» **TASK PROMPT**
Report all lines of the data below that hold the word "Continental".

» **INFORMATION GIVEN**
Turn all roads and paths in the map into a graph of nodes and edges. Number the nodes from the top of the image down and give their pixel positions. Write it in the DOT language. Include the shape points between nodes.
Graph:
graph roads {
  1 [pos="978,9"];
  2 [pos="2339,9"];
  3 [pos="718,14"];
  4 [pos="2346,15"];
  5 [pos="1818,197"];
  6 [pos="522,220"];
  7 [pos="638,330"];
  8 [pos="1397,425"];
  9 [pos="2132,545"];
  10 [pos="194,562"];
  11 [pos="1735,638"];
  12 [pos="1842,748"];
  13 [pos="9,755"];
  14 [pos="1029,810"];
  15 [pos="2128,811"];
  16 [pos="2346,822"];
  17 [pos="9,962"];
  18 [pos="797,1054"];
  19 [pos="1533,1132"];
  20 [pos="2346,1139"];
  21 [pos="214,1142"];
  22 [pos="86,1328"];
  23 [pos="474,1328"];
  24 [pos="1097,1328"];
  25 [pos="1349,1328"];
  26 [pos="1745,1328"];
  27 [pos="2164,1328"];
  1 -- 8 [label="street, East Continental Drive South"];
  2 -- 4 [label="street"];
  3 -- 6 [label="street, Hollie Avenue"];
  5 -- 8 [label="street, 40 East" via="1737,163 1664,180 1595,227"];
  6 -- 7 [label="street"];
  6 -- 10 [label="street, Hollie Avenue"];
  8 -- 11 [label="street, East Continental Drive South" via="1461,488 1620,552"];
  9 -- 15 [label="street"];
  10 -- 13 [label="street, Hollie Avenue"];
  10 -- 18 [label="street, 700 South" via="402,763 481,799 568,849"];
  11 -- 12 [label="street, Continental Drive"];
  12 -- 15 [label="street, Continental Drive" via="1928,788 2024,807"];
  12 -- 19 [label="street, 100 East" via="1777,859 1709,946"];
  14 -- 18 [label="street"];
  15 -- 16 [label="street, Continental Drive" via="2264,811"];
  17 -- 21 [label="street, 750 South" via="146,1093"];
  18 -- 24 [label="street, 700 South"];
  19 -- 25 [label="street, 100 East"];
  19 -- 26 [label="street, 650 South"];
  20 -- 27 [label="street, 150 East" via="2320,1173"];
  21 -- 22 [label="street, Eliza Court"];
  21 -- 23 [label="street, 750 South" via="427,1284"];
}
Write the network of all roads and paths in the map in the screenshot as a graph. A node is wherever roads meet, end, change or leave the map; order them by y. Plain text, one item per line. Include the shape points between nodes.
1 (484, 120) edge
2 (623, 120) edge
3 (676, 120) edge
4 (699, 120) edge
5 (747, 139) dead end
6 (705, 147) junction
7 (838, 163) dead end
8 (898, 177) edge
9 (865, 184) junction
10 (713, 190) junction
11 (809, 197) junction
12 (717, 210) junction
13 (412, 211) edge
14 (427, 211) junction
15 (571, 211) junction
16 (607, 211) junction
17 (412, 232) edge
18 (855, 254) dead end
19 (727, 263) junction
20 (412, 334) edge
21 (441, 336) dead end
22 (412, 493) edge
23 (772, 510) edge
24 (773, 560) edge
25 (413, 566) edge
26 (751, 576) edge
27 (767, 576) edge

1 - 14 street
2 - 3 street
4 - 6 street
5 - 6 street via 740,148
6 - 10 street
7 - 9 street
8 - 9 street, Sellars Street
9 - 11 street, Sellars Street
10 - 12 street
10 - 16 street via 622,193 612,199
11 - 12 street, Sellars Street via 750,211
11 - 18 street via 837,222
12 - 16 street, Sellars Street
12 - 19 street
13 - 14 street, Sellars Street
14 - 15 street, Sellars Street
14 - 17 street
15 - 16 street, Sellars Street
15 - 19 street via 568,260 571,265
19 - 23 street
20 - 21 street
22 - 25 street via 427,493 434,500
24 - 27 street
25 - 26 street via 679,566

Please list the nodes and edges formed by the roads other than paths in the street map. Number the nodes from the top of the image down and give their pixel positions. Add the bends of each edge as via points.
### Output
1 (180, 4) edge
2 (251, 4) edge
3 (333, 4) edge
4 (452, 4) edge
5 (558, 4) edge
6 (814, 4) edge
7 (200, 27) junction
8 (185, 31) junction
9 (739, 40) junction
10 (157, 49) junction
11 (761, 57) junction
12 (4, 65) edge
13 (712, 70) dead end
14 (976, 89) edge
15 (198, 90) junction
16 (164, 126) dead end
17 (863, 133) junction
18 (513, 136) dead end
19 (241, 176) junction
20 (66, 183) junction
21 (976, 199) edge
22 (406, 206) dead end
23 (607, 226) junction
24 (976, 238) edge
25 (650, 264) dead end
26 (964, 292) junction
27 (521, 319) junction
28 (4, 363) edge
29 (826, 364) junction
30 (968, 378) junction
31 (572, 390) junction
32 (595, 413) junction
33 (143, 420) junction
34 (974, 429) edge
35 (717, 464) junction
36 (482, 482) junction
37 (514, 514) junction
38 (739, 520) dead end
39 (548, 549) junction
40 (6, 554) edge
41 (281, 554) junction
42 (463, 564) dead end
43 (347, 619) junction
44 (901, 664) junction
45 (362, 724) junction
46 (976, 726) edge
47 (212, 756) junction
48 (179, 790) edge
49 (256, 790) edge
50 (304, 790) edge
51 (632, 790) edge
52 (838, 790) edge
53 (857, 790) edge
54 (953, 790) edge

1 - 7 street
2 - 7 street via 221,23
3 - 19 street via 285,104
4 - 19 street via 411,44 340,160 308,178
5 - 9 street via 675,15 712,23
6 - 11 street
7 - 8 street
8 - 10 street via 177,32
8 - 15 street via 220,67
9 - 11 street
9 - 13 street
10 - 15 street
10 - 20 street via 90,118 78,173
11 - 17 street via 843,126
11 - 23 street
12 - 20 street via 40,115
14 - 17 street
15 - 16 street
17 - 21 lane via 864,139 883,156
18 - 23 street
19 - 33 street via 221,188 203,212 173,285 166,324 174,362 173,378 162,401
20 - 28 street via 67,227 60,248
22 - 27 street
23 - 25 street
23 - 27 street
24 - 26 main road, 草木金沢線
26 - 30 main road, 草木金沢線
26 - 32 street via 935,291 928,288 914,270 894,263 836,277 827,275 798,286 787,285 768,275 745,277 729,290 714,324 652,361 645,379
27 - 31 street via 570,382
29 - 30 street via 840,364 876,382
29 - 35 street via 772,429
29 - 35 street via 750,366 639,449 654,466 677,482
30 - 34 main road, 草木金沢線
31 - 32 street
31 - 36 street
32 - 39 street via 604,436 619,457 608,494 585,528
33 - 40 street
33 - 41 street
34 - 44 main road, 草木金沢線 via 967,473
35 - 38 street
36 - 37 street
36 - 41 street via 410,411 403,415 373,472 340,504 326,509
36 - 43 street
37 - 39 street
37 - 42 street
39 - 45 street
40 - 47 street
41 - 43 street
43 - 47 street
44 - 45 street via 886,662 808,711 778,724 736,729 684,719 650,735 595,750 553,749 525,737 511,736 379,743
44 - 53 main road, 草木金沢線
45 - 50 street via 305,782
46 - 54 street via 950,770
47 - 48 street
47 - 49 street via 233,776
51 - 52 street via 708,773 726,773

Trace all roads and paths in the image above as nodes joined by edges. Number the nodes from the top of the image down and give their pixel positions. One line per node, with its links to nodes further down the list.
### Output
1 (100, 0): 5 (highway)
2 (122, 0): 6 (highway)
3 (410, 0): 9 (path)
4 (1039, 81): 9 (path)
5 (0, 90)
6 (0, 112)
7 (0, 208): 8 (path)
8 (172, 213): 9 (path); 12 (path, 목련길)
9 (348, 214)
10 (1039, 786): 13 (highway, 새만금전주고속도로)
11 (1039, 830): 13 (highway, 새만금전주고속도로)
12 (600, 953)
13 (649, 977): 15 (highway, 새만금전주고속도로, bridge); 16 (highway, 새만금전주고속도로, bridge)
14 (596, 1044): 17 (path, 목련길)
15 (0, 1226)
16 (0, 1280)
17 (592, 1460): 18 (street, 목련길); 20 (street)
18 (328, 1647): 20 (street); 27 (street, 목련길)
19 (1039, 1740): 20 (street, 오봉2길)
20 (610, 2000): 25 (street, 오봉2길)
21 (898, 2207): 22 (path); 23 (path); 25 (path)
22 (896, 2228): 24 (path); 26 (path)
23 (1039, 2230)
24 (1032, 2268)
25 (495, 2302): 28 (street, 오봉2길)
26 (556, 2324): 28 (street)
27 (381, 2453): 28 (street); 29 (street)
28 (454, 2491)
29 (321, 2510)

» **RESULT OF THE TASK**
  1 -- 8 [label="street, East Continental Drive South"];
  8 -- 11 [label="street, East Continental Drive South" via="1461,488 1620,552"];
  11 -- 12 [label="street, Continental Drive"];
  12 -- 15 [label="street, Continental Drive" via="1928,788 2024,807"];
  15 -- 16 [label="street, Continental Drive" via="2264,811"];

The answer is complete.